Which lines in the data contain the word "Медвежьегорское"? Please copy each of them.

:: DATASET RECORDS

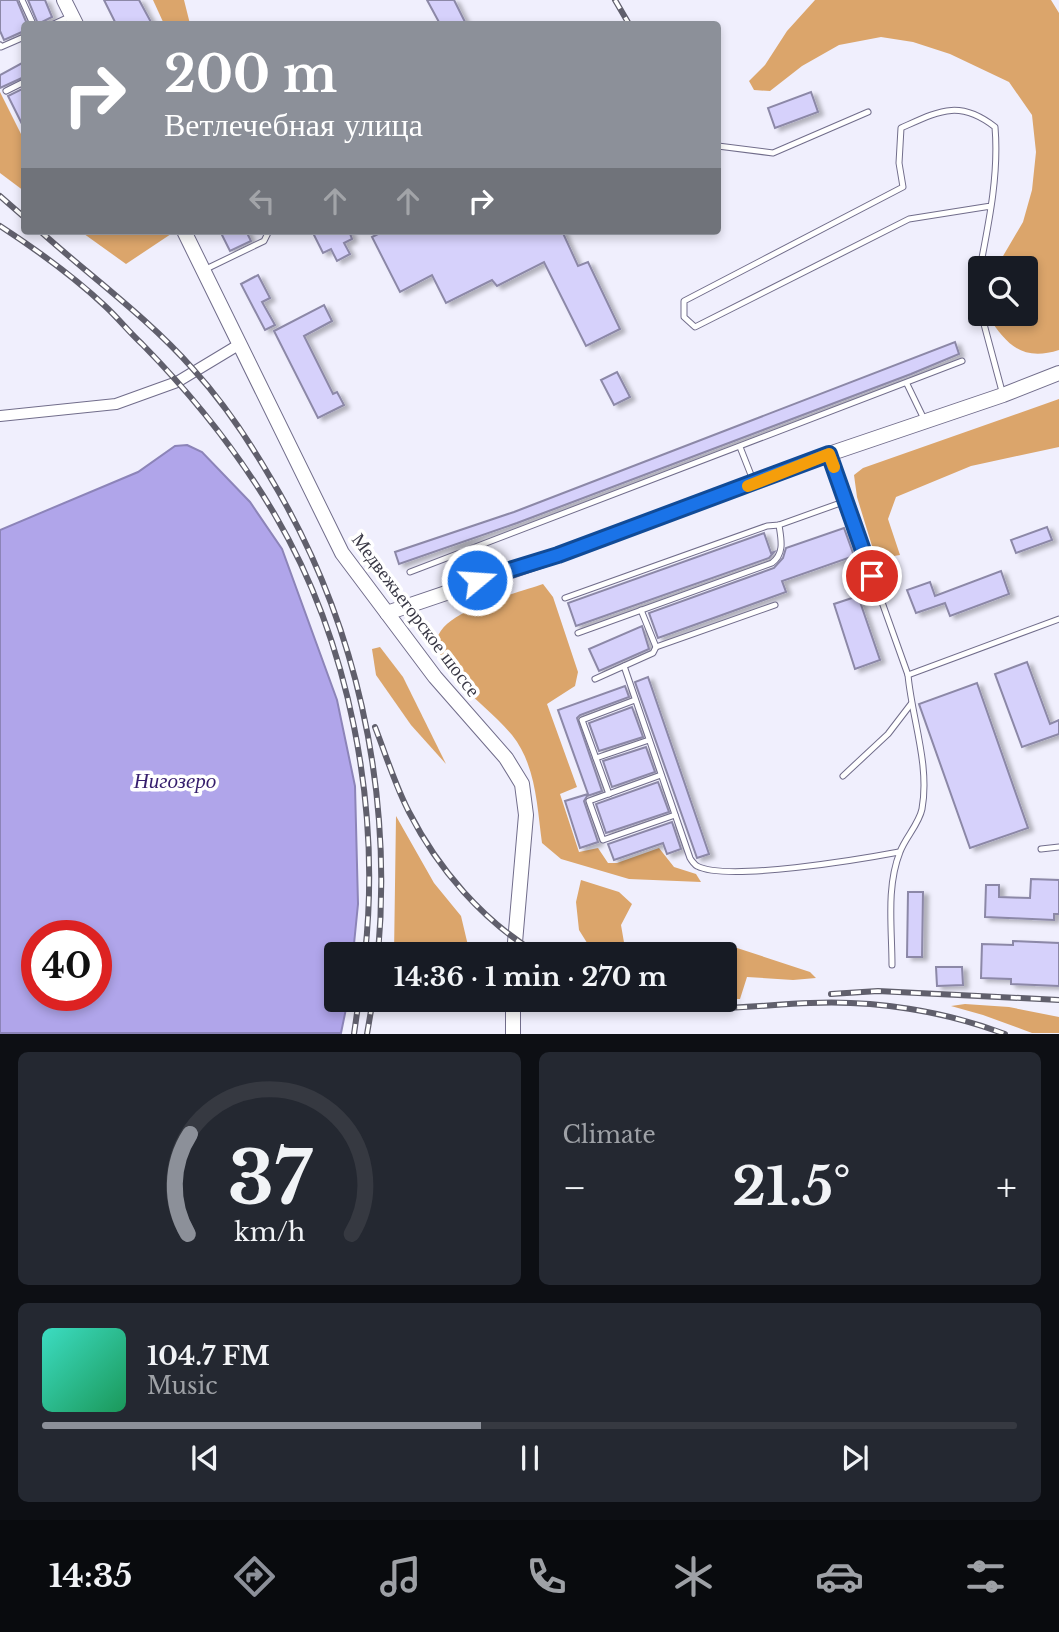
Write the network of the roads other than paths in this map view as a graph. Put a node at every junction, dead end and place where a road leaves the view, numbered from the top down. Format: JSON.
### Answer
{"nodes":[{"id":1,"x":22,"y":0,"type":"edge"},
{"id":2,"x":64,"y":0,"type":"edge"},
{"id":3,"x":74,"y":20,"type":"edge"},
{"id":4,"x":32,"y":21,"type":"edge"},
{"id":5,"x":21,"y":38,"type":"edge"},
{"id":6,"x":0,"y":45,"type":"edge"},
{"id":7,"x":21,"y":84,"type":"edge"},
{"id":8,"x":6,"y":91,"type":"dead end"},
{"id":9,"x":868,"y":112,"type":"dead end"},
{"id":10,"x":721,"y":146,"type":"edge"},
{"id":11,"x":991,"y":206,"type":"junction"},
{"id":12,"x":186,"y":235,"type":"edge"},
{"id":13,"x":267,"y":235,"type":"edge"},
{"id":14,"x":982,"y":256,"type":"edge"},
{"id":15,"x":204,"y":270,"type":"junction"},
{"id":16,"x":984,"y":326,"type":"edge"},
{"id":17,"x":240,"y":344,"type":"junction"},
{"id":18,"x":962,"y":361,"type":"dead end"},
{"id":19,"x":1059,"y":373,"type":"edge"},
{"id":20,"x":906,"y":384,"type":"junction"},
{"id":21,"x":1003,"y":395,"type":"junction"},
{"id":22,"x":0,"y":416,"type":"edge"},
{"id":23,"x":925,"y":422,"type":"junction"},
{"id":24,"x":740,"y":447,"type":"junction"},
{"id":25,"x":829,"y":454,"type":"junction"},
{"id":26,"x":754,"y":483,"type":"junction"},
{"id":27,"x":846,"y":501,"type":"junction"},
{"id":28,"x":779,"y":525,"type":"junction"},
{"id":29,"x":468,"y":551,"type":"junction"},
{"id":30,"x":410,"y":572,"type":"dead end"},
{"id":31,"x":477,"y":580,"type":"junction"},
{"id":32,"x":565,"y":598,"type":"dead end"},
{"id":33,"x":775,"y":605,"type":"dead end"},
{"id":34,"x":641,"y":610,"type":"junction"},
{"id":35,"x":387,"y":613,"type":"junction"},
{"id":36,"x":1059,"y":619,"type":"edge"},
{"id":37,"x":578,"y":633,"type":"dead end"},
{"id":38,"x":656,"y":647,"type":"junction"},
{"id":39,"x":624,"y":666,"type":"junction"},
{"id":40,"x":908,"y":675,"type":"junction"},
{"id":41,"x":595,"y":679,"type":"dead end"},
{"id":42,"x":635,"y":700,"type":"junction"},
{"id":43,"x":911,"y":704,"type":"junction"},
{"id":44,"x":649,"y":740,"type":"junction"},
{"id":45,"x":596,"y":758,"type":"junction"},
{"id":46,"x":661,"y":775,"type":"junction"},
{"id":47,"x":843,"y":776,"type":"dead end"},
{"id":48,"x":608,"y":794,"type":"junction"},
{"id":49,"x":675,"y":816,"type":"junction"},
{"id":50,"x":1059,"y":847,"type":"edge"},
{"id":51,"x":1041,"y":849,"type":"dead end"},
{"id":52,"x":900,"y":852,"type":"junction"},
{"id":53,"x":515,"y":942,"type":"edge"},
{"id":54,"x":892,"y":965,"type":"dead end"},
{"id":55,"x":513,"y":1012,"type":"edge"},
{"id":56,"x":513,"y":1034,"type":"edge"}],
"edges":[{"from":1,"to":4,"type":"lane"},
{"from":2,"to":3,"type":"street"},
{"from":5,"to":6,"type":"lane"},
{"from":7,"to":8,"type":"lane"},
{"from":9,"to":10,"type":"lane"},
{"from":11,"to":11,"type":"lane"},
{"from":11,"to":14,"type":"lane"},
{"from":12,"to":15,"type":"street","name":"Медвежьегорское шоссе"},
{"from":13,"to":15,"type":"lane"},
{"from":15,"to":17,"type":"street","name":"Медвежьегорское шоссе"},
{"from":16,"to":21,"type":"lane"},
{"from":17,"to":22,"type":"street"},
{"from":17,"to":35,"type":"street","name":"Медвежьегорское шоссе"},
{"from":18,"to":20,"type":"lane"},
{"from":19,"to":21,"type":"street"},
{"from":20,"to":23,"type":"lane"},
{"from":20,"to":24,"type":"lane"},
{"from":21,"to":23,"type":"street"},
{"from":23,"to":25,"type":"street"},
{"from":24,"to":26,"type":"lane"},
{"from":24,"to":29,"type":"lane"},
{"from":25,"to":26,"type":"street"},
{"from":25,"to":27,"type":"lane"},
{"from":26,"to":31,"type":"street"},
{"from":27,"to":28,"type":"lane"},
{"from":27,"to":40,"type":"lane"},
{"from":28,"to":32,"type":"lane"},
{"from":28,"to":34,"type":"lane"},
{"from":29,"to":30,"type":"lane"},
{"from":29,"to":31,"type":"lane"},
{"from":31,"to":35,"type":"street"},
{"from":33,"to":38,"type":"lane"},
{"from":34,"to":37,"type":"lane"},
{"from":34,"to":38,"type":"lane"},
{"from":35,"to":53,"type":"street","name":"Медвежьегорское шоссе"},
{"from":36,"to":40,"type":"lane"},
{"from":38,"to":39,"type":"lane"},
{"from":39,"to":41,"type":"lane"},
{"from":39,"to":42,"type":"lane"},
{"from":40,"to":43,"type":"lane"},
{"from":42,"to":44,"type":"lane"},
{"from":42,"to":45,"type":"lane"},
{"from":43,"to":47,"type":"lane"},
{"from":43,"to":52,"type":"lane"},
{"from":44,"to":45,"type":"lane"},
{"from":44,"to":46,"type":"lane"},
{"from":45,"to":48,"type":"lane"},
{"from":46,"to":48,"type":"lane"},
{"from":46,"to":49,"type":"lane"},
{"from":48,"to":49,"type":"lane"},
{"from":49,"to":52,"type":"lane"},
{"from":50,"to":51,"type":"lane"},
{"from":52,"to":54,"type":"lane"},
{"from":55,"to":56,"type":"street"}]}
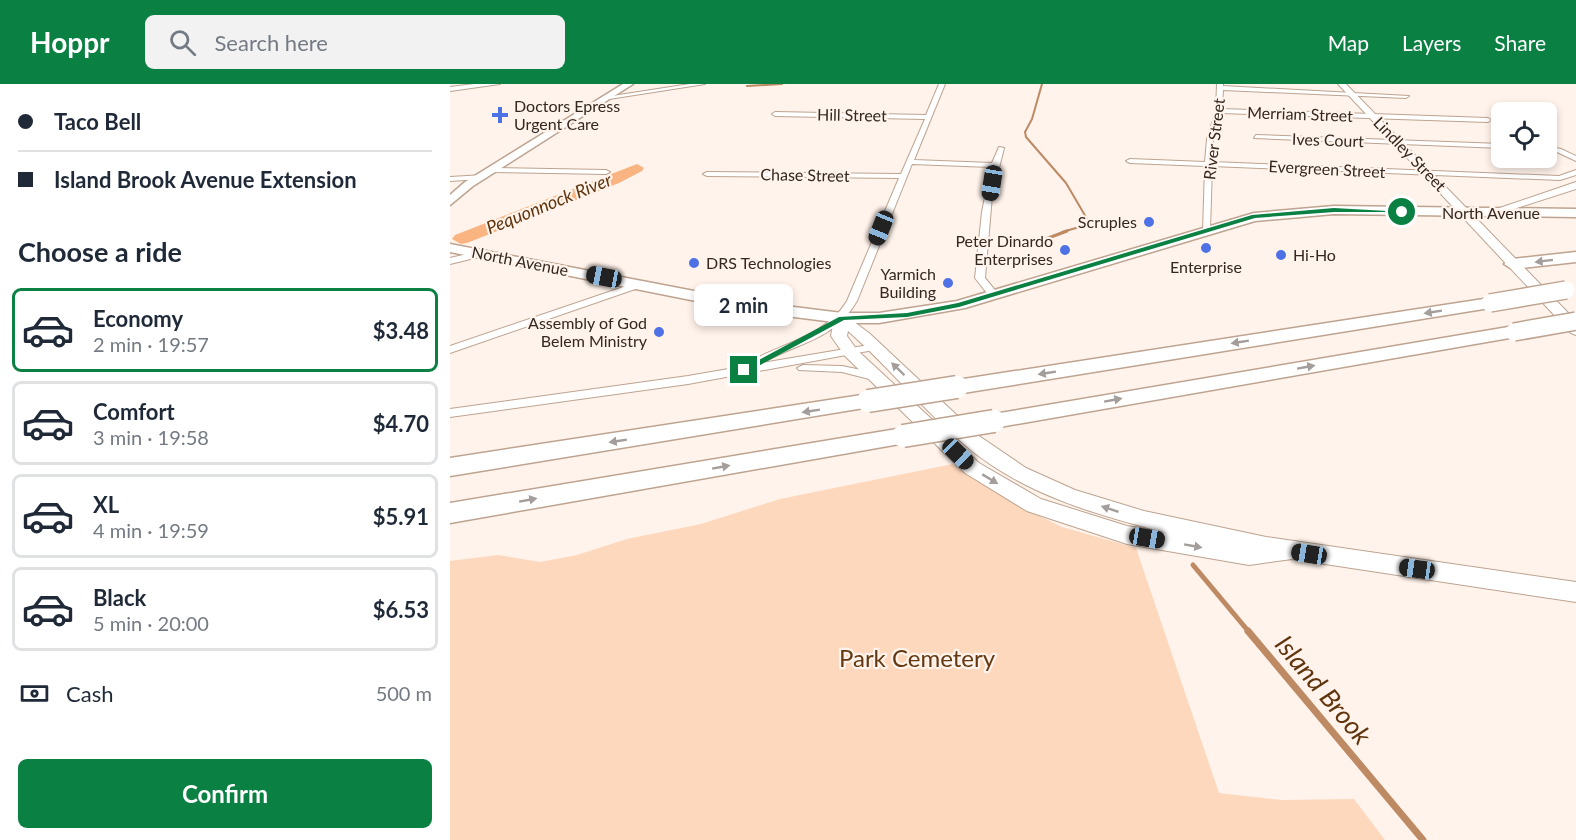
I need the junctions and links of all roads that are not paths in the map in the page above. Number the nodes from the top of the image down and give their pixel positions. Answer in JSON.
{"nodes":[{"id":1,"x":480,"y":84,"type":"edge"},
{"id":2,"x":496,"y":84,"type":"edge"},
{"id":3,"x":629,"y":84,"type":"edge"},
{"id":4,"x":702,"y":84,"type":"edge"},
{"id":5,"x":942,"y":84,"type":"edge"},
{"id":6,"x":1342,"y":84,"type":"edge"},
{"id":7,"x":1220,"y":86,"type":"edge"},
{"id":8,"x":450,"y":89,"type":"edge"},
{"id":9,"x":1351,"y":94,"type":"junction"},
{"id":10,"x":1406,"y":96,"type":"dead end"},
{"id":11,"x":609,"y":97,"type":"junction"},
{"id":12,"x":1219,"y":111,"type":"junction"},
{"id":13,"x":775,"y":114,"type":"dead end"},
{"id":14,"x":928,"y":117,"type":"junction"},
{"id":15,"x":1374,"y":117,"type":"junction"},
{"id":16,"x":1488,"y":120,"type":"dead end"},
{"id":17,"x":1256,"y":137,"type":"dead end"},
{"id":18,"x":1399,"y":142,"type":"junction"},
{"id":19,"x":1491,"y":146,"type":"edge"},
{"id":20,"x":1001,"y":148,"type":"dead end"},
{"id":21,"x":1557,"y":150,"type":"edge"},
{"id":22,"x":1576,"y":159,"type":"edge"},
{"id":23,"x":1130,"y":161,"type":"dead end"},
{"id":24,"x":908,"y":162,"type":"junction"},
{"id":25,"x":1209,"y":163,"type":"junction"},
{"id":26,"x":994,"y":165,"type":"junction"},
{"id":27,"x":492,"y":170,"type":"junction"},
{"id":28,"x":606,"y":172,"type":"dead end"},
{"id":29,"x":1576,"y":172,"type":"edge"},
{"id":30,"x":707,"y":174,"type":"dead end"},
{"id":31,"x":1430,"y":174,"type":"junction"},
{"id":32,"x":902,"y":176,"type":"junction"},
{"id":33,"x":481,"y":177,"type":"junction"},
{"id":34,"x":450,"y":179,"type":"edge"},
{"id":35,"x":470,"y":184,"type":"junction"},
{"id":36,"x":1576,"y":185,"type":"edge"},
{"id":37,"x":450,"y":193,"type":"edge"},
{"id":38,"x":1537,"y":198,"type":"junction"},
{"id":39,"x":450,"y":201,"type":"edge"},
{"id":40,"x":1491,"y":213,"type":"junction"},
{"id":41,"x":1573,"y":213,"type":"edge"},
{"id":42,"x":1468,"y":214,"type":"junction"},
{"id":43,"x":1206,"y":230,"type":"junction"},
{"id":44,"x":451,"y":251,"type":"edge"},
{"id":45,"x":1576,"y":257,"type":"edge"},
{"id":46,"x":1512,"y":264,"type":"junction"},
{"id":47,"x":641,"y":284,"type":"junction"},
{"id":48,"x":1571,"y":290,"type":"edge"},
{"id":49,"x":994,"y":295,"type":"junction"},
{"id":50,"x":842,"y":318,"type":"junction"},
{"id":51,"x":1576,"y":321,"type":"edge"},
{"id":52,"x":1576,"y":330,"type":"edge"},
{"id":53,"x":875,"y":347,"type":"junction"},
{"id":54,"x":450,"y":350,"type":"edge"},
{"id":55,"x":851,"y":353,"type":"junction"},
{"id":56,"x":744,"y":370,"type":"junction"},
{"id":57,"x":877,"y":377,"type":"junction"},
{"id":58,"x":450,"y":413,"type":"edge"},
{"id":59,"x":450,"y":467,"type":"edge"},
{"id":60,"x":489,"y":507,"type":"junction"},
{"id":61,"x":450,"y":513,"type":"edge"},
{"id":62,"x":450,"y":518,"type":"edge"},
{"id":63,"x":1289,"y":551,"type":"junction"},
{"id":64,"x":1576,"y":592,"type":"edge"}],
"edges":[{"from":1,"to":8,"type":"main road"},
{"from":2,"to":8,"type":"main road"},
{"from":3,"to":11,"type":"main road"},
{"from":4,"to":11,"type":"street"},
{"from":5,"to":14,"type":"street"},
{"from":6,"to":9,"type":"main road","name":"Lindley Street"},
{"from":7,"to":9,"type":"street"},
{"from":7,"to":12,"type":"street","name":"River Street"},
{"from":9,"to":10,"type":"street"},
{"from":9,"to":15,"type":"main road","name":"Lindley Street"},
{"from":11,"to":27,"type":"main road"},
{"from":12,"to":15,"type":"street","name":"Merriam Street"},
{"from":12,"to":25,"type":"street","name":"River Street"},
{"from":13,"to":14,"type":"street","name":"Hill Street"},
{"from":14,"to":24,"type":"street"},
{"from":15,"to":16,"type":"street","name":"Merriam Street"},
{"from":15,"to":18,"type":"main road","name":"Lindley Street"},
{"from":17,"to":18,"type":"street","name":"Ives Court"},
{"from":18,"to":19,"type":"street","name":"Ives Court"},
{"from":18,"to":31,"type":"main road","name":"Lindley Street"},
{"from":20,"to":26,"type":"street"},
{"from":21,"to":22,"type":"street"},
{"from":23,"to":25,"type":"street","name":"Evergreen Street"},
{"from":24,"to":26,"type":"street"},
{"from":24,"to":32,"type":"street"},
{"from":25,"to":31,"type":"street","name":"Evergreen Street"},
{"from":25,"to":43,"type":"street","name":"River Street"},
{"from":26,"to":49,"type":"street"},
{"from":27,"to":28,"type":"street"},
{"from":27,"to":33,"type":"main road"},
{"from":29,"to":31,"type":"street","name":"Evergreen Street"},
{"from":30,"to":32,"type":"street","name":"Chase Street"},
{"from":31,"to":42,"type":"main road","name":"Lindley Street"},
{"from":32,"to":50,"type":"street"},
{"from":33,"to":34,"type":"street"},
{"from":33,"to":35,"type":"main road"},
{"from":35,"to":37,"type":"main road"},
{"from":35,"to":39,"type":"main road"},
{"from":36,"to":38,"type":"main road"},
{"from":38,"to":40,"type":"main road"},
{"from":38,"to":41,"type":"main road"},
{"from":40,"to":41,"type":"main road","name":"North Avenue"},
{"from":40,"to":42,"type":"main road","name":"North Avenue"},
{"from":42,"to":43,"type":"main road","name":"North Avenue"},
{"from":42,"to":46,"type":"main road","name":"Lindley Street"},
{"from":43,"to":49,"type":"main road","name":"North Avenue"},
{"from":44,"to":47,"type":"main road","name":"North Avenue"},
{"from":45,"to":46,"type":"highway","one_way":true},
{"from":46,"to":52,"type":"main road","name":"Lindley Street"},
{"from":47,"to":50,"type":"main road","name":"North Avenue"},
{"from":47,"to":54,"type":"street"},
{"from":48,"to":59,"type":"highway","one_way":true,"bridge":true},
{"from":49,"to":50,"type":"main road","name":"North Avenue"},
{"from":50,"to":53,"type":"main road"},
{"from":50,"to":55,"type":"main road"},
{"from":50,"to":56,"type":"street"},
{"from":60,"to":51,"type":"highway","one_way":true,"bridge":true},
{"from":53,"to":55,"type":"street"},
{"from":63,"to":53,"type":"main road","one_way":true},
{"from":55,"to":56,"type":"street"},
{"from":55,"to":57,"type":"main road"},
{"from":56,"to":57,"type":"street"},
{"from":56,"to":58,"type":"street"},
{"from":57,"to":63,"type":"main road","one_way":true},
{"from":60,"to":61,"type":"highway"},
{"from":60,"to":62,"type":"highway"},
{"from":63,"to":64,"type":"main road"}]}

::::

RESULT:
{"from":12,"to":15,"type":"street","name":"Медвежьегорское шоссе"},
{"from":15,"to":17,"type":"street","name":"Медвежьегорское шоссе"},
{"from":17,"to":35,"type":"street","name":"Медвежьегорское шоссе"},
{"from":35,"to":53,"type":"street","name":"Медвежьегорское шоссе"},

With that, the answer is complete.